This is Matt Swartz’ fifth piece as part of his July residency at FanGraphs. A former contributor to FanGraphs and the Hardball Times — and current contributor to MLB Trade Rumors — Swartz also works as consultant to a Major League team. You can find him on Twitter here. Read the work of all our residents here.

When I tell people about my side career as a baseball analyst, they frequently ask me of what research I’m most proud. The answer? The work I did establishing that teams receive fewer WAR per Dollar when signing free agents away from other teams than when re-signing their own players.

My clearest and most thorough analysis of this topic came in the 2012 Hardball Times Annual. The results were initially met with strong skepticism when I published a post on the topic at Baseball Prospectus back in 2010. It took a couple years of evidence before I was able to persuade the sabermetric community that it was true — and, more importantly, that the reason for this phenomenon was that teams re-signing their own players had better information on them.

My 2012 Hardball Times Annual article tested and confirmed that this held true for a variety of players. Traded MLB players and traded minor-league prospects both tended to underperform their projections when compared to untraded players.
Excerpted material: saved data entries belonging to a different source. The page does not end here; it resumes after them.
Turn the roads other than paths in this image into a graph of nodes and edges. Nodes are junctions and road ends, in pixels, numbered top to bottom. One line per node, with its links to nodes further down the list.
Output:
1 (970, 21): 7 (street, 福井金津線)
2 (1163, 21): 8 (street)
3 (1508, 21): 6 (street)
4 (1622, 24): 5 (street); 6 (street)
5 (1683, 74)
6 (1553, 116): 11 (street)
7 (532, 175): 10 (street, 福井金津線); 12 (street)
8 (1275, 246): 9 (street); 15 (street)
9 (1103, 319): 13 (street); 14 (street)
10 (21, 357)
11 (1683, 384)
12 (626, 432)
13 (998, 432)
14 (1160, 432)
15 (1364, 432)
What’s the significance of this discovery? Generally speaking, it means that an “average” player who reaches free agency is overvalued by his projections relative to another “average” player who doesn’t reach free agency. So much of sabermetric analysis involves looking at free agents. Suddenly, I had research indicating that such analysis was based on a biased sample. The results immediately colored every potential free-agent signing. With every free agent I encountered afterward, I began asking myself: “is there some reason this player’s original team let him go?”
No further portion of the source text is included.